-- Supplied records --
____________

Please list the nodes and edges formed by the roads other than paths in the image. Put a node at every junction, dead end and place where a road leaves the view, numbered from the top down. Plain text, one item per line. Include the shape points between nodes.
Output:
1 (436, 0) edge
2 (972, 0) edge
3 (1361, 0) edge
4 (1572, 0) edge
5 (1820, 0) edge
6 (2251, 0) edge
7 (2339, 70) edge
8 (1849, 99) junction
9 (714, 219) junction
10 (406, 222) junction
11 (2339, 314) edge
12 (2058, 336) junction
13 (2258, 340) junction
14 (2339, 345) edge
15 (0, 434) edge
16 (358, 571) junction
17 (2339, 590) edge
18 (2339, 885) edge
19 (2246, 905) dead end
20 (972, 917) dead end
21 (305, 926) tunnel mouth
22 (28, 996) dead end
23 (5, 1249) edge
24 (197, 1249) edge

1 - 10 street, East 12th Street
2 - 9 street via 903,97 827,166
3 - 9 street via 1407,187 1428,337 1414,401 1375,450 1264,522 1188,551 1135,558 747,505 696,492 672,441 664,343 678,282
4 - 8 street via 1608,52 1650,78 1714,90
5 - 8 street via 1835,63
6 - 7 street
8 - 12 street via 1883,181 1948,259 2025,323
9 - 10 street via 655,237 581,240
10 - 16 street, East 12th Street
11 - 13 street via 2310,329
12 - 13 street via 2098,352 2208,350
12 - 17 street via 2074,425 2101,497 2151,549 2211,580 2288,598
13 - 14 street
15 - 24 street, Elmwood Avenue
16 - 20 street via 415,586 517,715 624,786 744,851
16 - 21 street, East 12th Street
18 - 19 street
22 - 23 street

____________

-- Instructions to follow --
Output each line of the records above exactly.

-- Solution --
Please list the nodes and edges formed by the roads other than paths in the image. Put a node at every junction, dead end and place where a road leaves the view, numbered from the top down. Plain text, one item per line. Include the shape points between nodes.
Output:
1 (436, 0) edge
2 (972, 0) edge
3 (1361, 0) edge
4 (1572, 0) edge
5 (1820, 0) edge
6 (2251, 0) edge
7 (2339, 70) edge
8 (1849, 99) junction
9 (714, 219) junction
10 (406, 222) junction
11 (2339, 314) edge
12 (2058, 336) junction
13 (2258, 340) junction
14 (2339, 345) edge
15 (0, 434) edge
16 (358, 571) junction
17 (2339, 590) edge
18 (2339, 885) edge
19 (2246, 905) dead end
20 (972, 917) dead end
21 (305, 926) tunnel mouth
22 (28, 996) dead end
23 (5, 1249) edge
24 (197, 1249) edge

1 - 10 street, East 12th Street
2 - 9 street via 903,97 827,166
3 - 9 street via 1407,187 1428,337 1414,401 1375,450 1264,522 1188,551 1135,558 747,505 696,492 672,441 664,343 678,282
4 - 8 street via 1608,52 1650,78 1714,90
5 - 8 street via 1835,63
6 - 7 street
8 - 12 street via 1883,181 1948,259 2025,323
9 - 10 street via 655,237 581,240
10 - 16 street, East 12th Street
11 - 13 street via 2310,329
12 - 13 street via 2098,352 2208,350
12 - 17 street via 2074,425 2101,497 2151,549 2211,580 2288,598
13 - 14 street
15 - 24 street, Elmwood Avenue
16 - 20 street via 415,586 517,715 624,786 744,851
16 - 21 street, East 12th Street
18 - 19 street
22 - 23 street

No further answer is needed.